Pakistan Seen Becoming More Islamist, Anti-U.S.

LONDON (Reuters) -- Pakistani society is likely to become more Islamist and increasingly anti-American in the coming years, complicating U.S. efforts to win its support against militant groups, a think-tank report has said.

The report, which looks at Pakistan over a one-to-three year time horizon, rules out the possibility of a Taliban takeover or of it becoming the world's first nuclear-armed failed state.

"Rather than an Islamist takeover, you should look at a subtle power shift from a secular pro-Western society to an Islamist anti-American one," said Jonathan Paris, who produced the report for the Legatum Institute, a London-based think tank.

Paris forecasts that Pakistan is most likely to "muddle through", with its army continuing to play a powerful role behind the scenes in setting foreign and security policy.

"Speculation of a Taliban takeover dramatically overestimates the willingness of the political and military elites to surrender power to the Taliban," says the report, the result of months of research on the outlook for Pakistan.

Paris, who also works for the Atlantic Council of the United States, nonetheless sees Pakistan slipping away from the West at a time when Washington needs its support in Afghanistan.

He drew a parallel with Turkey, arguing that societies in countries traditionally dominated by pro-Western secular elites were becoming more Islamicized, while those that had lived under Islamic rule, such as Iran, were shifting away.

"U.S. and U.K. leverage over Pakistan is not growing. It is decreasing. Pakistani society is moving toward anti-Americanism and toward more Shari'a law," he says.

The rising influence of Islamist political parties and of militant groups in its Punjab province will slowly transform Pakistan by exploiting local grievances, including over the economy and the slow and often corrupt legal system.

"The danger for the army, and for Pakistan generally, is not Talibanization but Islamization from Punjab-based militants and their allies," the report says.

Fragmentation Of Militant Groups

Islamist political parties -- which thrive on anti-American rhetoric -- would not become dominant, but would raise pressure on the government to reject public cooperation with Washington and make it harder to crack down on Islamist militant groups.

"The religious parties have generally been opposed to any police or military action taken against any group which is nominally religious..." the report says.

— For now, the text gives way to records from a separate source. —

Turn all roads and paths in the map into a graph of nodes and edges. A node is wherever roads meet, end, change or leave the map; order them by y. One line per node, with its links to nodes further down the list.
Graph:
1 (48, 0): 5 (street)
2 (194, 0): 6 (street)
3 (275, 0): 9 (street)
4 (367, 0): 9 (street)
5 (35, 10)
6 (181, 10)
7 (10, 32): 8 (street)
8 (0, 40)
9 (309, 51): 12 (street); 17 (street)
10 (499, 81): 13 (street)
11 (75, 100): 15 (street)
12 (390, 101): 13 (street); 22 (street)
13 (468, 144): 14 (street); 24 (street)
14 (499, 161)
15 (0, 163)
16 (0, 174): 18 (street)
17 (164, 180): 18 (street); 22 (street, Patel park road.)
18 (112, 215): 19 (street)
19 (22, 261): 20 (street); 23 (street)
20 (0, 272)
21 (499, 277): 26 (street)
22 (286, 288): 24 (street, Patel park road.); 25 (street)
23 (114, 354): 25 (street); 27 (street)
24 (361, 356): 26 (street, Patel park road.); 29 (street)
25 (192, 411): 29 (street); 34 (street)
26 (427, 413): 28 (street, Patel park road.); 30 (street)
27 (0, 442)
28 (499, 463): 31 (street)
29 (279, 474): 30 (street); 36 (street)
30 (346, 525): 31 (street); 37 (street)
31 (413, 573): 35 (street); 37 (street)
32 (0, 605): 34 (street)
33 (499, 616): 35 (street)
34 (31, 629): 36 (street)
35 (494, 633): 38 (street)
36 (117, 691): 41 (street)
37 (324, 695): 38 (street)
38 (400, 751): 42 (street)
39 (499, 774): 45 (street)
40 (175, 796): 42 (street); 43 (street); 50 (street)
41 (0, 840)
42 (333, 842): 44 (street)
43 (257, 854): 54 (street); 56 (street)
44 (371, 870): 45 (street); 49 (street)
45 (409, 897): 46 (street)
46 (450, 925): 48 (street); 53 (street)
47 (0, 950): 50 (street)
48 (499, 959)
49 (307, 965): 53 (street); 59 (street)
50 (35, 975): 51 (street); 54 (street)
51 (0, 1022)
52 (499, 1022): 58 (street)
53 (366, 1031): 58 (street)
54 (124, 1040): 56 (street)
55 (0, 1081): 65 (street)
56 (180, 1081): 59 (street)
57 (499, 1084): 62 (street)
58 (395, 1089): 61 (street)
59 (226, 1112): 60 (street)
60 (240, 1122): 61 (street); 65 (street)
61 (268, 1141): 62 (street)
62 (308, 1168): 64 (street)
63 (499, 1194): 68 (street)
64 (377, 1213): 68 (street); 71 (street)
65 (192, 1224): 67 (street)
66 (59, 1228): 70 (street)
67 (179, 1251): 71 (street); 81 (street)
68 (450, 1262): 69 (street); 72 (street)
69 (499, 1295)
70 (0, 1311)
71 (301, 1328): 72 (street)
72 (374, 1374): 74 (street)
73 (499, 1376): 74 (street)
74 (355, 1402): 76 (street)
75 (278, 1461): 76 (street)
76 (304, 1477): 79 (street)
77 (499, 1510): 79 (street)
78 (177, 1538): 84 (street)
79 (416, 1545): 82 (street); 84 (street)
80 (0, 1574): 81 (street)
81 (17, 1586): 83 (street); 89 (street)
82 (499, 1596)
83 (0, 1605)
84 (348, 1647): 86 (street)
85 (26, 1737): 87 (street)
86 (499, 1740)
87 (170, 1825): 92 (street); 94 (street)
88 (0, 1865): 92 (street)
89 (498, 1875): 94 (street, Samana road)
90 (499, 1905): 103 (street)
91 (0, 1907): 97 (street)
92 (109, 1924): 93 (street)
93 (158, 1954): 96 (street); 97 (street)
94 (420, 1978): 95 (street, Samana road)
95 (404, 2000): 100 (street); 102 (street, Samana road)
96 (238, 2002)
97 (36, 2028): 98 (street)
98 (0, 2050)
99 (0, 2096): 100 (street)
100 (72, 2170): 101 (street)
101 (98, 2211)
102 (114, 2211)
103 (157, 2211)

Such a shift would have implications for relations with India, which wants Pakistan to dismantle militant groups such as the Lashkar-e Taiba, blamed for the attack on Mumbai in 2008.

Paris, whose research background was originally in the Middle East, said he saw a risk of militant organizations fragmenting into smaller and sometimes more extreme splinter groups -- a pattern already seen among Palestinian groups.

This would make them harder to control and raise the risk of militants launching attacks not ordered by their leaders.

At the same time, Islamist organizations were expanding operations in welfare and education, making it politically difficult for the state to close them down.

The report dismisses fears any Afghan Taliban success would encourage the Pakistani Taliban to "march on Islamabad."

It says the Afghan Taliban may be neither defeated nor victorious, "and that what may emerge is a de facto partition of Afghanistan with a nominal central government in Kabul".

The Afghan Taliban would then be tied up fighting non-Pashtun rivals in a revived Northern Alliance, leaving Pakistan alone. "Falling South Asian dominoes may be a chimera."

In this scenario, Pakistan would probably try to return to its earlier strategy of containing and even accepting the presence of the Pakistani Taliban in its tribal areas, resorting to force only if suicide bombings in its major cities continued.